Era na casa de Jorge que ela estava. Jorge. Ela não deveria estar confortável, não deveria estar tão subjugada a seus hábitos a ponto de não perceber o quão absurdo era que ela continuasse a conviver com ele depois do que aconteceu na Calourada. Era... doentio. No fundo ela sabia disso. Claro que sabia. Estava tão condicionada a aceitar calada os assédios e pequenos abusos diários que apenas adotou o mesmo comportamento quando as coisas chegaram a um nível que jamais poderia ter imaginado. Engolia a seco e fingia que nada tinha acontecido quando, várias vezes por semana, era obrigada a cruzar com ele.
Onde estava Vicente? Ela conferiu o celular mais uma vez apenas para encarar a tela livre de notificações. Ele disse que logo estaria ali, mas isso havia sido há uma hora. Irritada e sentindo-se desconfortável, Bianca decidiu que encontraria a amiga para se despedir e iria embora. Não havia nada para fazer ali, verdade fosse dita. Não queria festa, não queria multidões, queria sua cama, seu travesseiro, seu choro. Achou que conseguisse fazer isso, foi ali com uma missão, mas falhou. Não conseguia se flagelar dessa forma.
Sentiu o suco doce e gelado descer por sua garganta enquanto encarava o nada e tentava manter seus pensamentos sob controle. Lágrimas insistiram em brotar no fundo de seus olhos e ela piscou rápido na tentativa de impedi-las de cair. Isso vinha se tornando uma coisa recorrente nos últimos tempos. A incapacidade de controlar suas emoções, muito mais destruídas do que seu corpo jamais poderia ser. Seu psicológico desajustado e o controle perdido. Lutava com tudo que tinha para não ser devorada pela escuridão que parecia segui-la onde quer que fosse, que invasivamente tentava abrir caminho por entre sua pele até chegar à sua alma despedaçada.

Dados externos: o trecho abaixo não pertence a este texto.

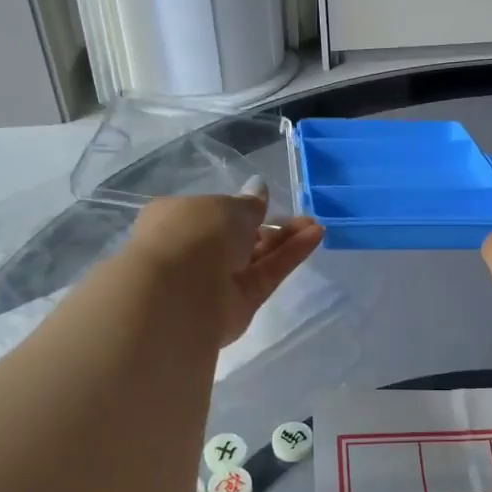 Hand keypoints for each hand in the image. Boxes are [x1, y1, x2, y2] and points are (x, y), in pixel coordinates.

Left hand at [129, 190, 324, 346]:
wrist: (180, 294)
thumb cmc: (194, 234)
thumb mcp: (226, 207)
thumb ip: (248, 204)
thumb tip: (258, 188)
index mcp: (176, 220)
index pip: (210, 212)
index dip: (238, 208)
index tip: (264, 203)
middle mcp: (194, 250)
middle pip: (237, 237)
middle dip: (268, 225)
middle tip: (299, 215)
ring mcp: (216, 280)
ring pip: (255, 257)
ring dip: (284, 239)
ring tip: (314, 224)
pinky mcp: (239, 303)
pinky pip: (267, 274)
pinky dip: (289, 257)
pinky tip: (314, 236) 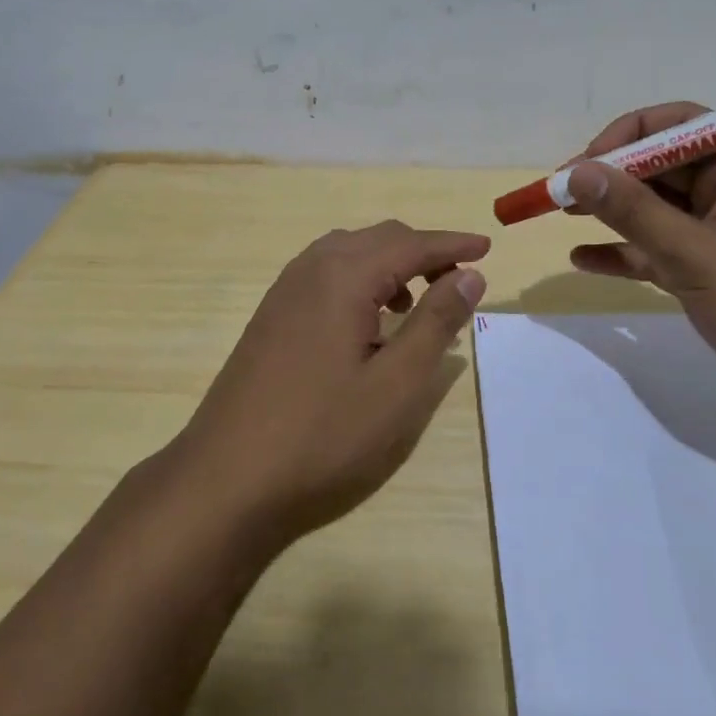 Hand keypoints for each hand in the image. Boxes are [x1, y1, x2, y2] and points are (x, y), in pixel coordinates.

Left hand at [169, 221, 488, 544]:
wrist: (226, 476)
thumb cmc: (322, 434)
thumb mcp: (396, 384)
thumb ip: (435, 322)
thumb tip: (470, 274)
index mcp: (344, 276)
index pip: (411, 243)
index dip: (453, 244)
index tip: (489, 248)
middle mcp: (311, 269)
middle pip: (378, 238)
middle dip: (423, 251)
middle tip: (459, 280)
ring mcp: (284, 291)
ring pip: (349, 253)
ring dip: (389, 264)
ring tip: (415, 303)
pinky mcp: (271, 315)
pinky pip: (325, 274)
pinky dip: (359, 280)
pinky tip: (367, 323)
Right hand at [565, 104, 715, 432]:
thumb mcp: (696, 255)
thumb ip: (634, 212)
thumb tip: (578, 172)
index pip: (676, 125)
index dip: (623, 138)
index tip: (581, 167)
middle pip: (659, 167)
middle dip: (608, 179)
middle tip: (557, 197)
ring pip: (655, 210)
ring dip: (610, 214)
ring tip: (561, 220)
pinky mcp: (712, 272)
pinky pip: (659, 250)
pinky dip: (624, 253)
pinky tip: (583, 260) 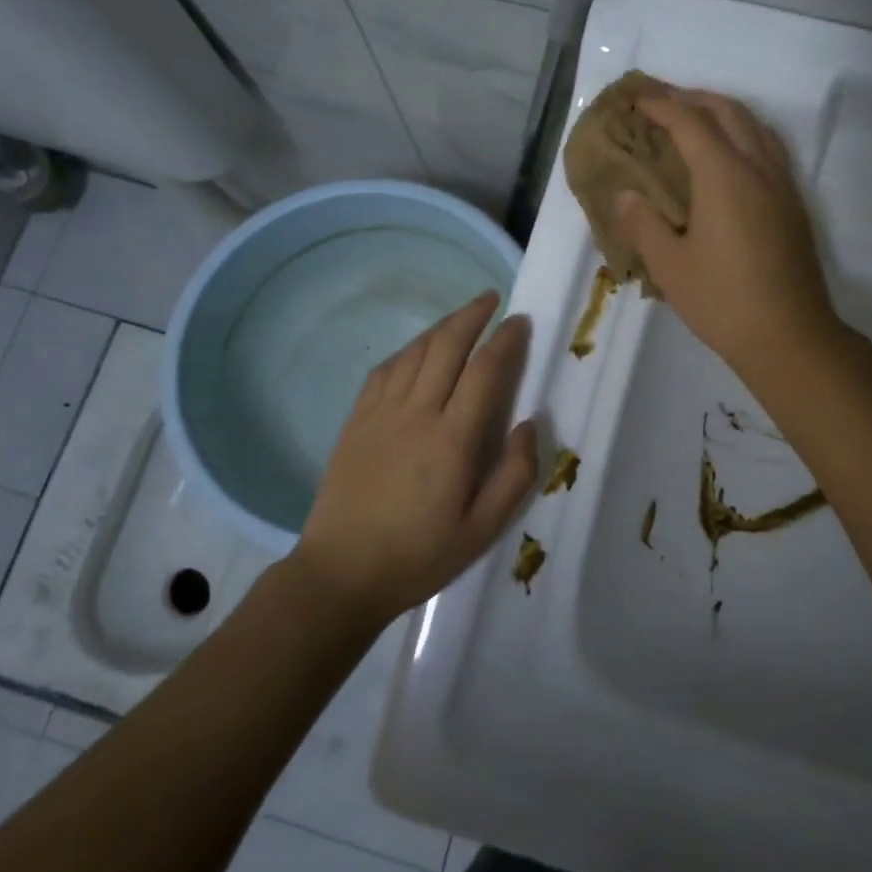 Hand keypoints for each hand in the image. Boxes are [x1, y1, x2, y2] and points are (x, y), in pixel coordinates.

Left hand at [292, 291, 538, 622]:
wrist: (341, 572)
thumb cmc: (418, 555)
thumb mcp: (482, 530)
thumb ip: (515, 475)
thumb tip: (530, 423)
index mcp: (452, 439)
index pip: (485, 371)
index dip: (505, 340)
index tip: (520, 322)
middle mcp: (416, 413)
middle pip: (447, 346)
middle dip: (472, 316)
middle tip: (492, 299)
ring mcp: (380, 413)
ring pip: (414, 352)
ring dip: (441, 327)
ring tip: (461, 317)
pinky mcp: (356, 420)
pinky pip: (384, 370)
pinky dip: (407, 351)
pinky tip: (416, 350)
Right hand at [612, 88, 841, 376]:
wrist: (789, 336)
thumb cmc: (722, 301)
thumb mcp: (669, 266)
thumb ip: (643, 224)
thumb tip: (624, 195)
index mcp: (724, 176)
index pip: (690, 123)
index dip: (661, 105)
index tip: (637, 100)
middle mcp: (757, 168)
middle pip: (728, 112)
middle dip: (694, 98)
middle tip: (663, 100)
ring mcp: (782, 185)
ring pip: (756, 126)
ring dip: (724, 111)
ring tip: (696, 118)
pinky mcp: (794, 204)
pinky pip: (770, 148)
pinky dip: (745, 133)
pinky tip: (731, 155) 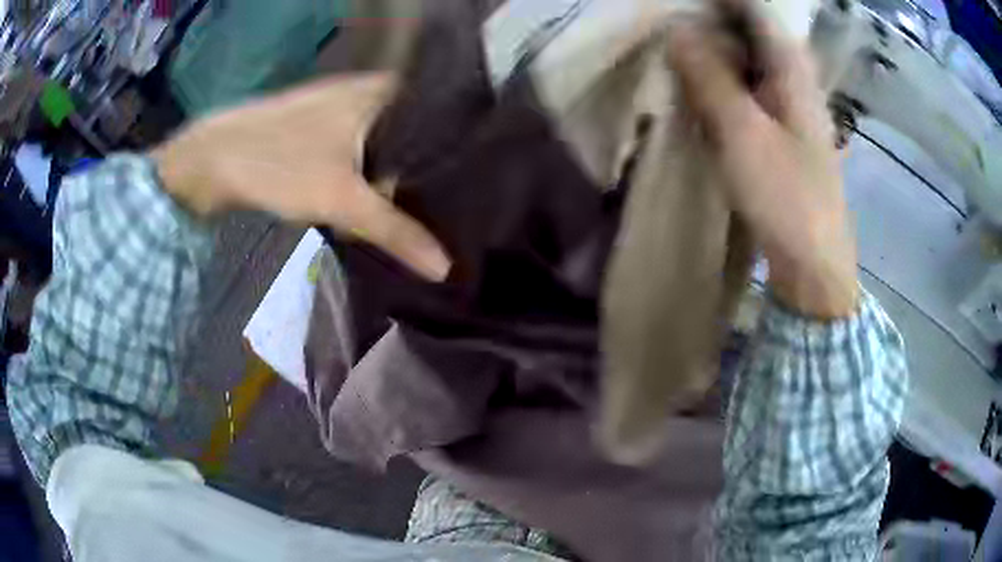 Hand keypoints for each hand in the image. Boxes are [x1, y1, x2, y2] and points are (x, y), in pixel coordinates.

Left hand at [152, 73, 450, 281]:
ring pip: (389, 144)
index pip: (441, 114)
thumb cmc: (278, 163)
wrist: (211, 161)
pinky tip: (391, 197)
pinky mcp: (323, 131)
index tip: (485, 180)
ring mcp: (344, 110)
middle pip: (416, 132)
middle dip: (434, 167)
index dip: (463, 148)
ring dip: (403, 173)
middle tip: (467, 202)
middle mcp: (369, 92)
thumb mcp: (340, 199)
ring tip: (440, 204)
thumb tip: (444, 267)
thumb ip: (395, 230)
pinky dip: (376, 174)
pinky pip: (365, 152)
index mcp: (383, 92)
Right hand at [667, 3, 858, 318]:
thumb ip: (709, 77)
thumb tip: (676, 31)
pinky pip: (750, 91)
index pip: (755, 11)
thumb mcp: (742, 132)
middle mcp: (795, 80)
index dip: (718, 1)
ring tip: (676, 54)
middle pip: (752, 33)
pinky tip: (702, 93)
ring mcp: (791, 107)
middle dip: (710, 25)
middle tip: (669, 29)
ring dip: (715, 54)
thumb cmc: (786, 198)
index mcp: (792, 70)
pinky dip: (724, 84)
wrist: (814, 264)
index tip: (680, 3)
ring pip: (749, 62)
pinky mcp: (784, 133)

Largou o copo na pia, pouco se importando se algum bêbado desavisado o derrubaria, potencialmente causando um acidente envolvendo pedaços de vidro espalhados pelo chão. Virou as costas e saiu da cozinha, respirando fundo enquanto se dirigia em direção à escada por onde vira as duas subirem. Não chegou lá, contudo. Sem que percebesse o que estava acontecendo, e sem entender como acontecera, antes que se desse conta estava imprensada contra a parede, o corpo de Jorge tapando sua visão do mundo, e tampando-a para longe das vistas de quem quer que fosse.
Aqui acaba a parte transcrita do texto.